Animation Analysis: 



David Firth's 'Ready err not' music video for Flying Lotus is about as anti-corporate as music videos in the 21st Century can get. Due to the nature of how music videos are mostly shown and seen on the internet, David Firth uses this as an opportunity to explore imagery which would not pass on corporate network television in the heyday of MTV. Kalman, in his 'Fuck Committees' manifesto, talks of 'lunatic entrepreneurs', people who 'understand that culture and design are not about fatter wallets' and Firth certainly fits this description. The animated music video contains a plethora of uncompromisingly surrealist and gory imagery, a stark contrast to the usual for music videos of this kind. With it's images of disembowelments and a sea of disfigured infants, 'Ready err not' is a prime example of anti-corporate content creation for the sole purpose of contributing something to the culture, a position Kalman argues in favour of in his essay.

3)
Adbusters' (2000) reprint of Ken Garland's 'First Things First' manifesto deliver's a similarly welcome message as the original 1964 writing, however with more urgency following the decades of rampant  consumer capitalism and Thatcherism which has wrecked havoc in the western world. Most of the main argumentative points made in Garland's (1964) essay remain intact, but with more relevant, updated details and specifics which lend greater urgency to the piece and while the original essay states that the 'abolition of high pressure consumer advertising' is 'not feasible', Adbusters' updated version stands in opposition to the consumer capitalist ideology, which it argues is 'running uncontested', speaking to the more destructive side of the capitalist system. While both texts share the same basic message, Adbusters' version stands in stark opposition to the consumerist ideology, while Ken Garland's simply suggests 'a reversal of priorities'.

4)

Summary of Tibor Kalman's 'Fuck Committees' essay (1998)

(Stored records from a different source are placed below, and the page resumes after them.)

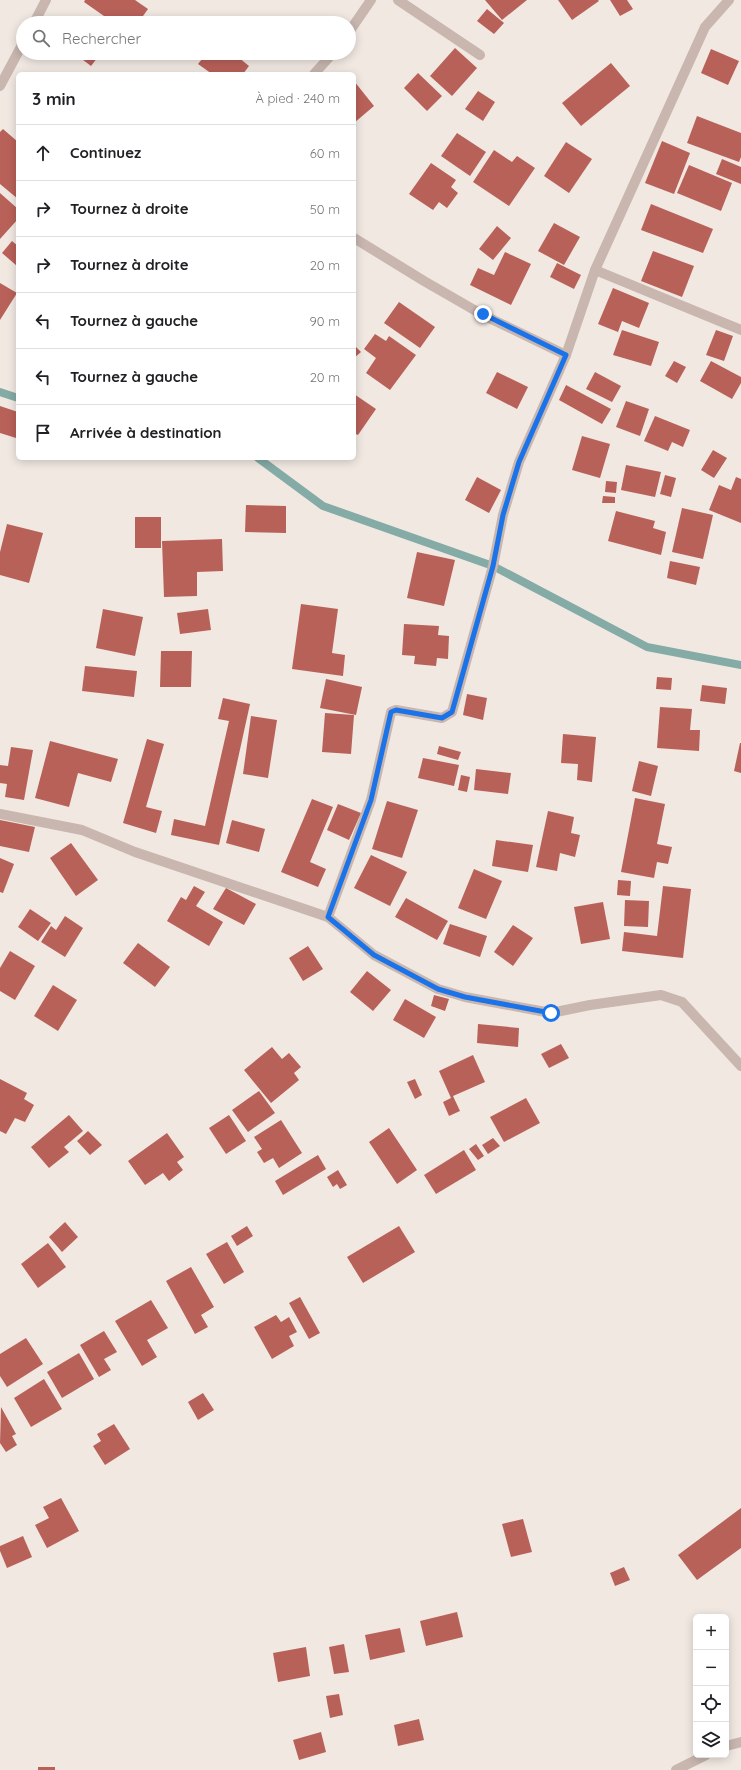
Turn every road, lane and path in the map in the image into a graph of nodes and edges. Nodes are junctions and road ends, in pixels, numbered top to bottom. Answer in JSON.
{"nodes":[{"id":1,"x":46,"y":0,"type":"edge"},
{"id":2,"x":371,"y":0,"type":"edge"},
{"id":3,"x":398,"y":0,"type":"edge"},
{"id":4,"x":729,"y":0,"type":"edge"},
{"id":5,"x":38,"y":16,"type":"edge"},
{"id":6,"x":356,"y":22,"type":"edge"},
{"id":7,"x":16,"y":56,"type":"edge"},
{"id":8,"x":480,"y":56,"type":"dead end"},
{"id":9,"x":327,"y":60,"type":"edge"},
{"id":10,"x":316,"y":72,"type":"edge"},
{"id":11,"x":0,"y":86,"type":"edge"},
{"id":12,"x":356,"y":239,"type":"edge"},
{"id":13,"x":595,"y":270,"type":"junction"},
{"id":14,"x":741,"y":330,"type":"edge"},
{"id":15,"x":566,"y":355,"type":"junction"},
{"id":16,"x":0,"y":814,"type":"edge"},
{"id":17,"x":328,"y":917,"type":"junction"},
{"id":18,"x":741,"y":1066,"type":"edge"},
{"id":19,"x":741,"y":1742,"type":"edge"},
{"id":20,"x":729,"y":1745,"type":"edge"},
{"id":21,"x":700,"y":1758,"type":"edge"},
{"id":22,"x":676,"y":1770,"type":"edge"}],
"edges":[{"from":1,"to":5,"type":"street"},
{"from":2,"to":6,"type":"street"},
{"from":3,"to":8,"type":"street"},
{"from":4,"to":13,"type":"street"},
{"from":7,"to":11,"type":"street"},
{"from":9,"to":10,"type":"street"},
{"from":12,"to":15,"type":"street"},
{"from":13,"to":14,"type":"street"},
{"from":13,"to":15,"type":"street"},
{"from":15,"to":17,"type":"street"},
{"from":16,"to":17,"type":"street"},
{"from":17,"to":18,"type":"street"},
{"from":19,"to":20,"type":"street"},
{"from":21,"to":22,"type":"street"}]}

Kalman argues in his essay that culture has been relegated to the role of corporate servitude. Corporations, in America at least, have become the sole arbiters of cultural ideas and taste, and the line between culture and commerce has been blurred. Kalman supports this theory by pointing out how TV scripts are vetted by producers, advertisers and lawyers, to determine whether they are 'dumb enough to amuse' and how film studios screen focus groups to determine whether the ending of a film will please target audiences, arguing how culture has become commodified to the point of being homogenised and neutered.

Wednesday, 13 January 2016

Study task 3: Planning and Structuring an Essay

Which Academic Sources will you reference?
Collins, Jim (1989) ‘Uncommon Cultures: Popular Culture and Postmodernism’, Routledge, Abingdon-on-Thames 
Connor, Steven. (1997) ‘Postmodernist Culture: An Introduction to Theories of the Contemporary: Second Edition’, Oxford, Blackwell Publishers Inc
Jameson, Fredric (1991) ‘Postmodernism or, The Cultural Logic of Late Capitalism’ , Durham, NC, Duke University Press
Kaplan, E. Ann. (1987) ‘Rocking Around The Clock: Music Television, Postmodernism and Consumer Culture’ London and New York, Methuen
Wyver, John. (1986) ‘Television and Postmodernism’. London, Institute for Contemporary Arts: London p.52-4

What Animation will you analyse?

The Simpsons: Popularised postmodernity on mainstream animated television.

South Park: Embodies a postmodern attitude towards intertextuality.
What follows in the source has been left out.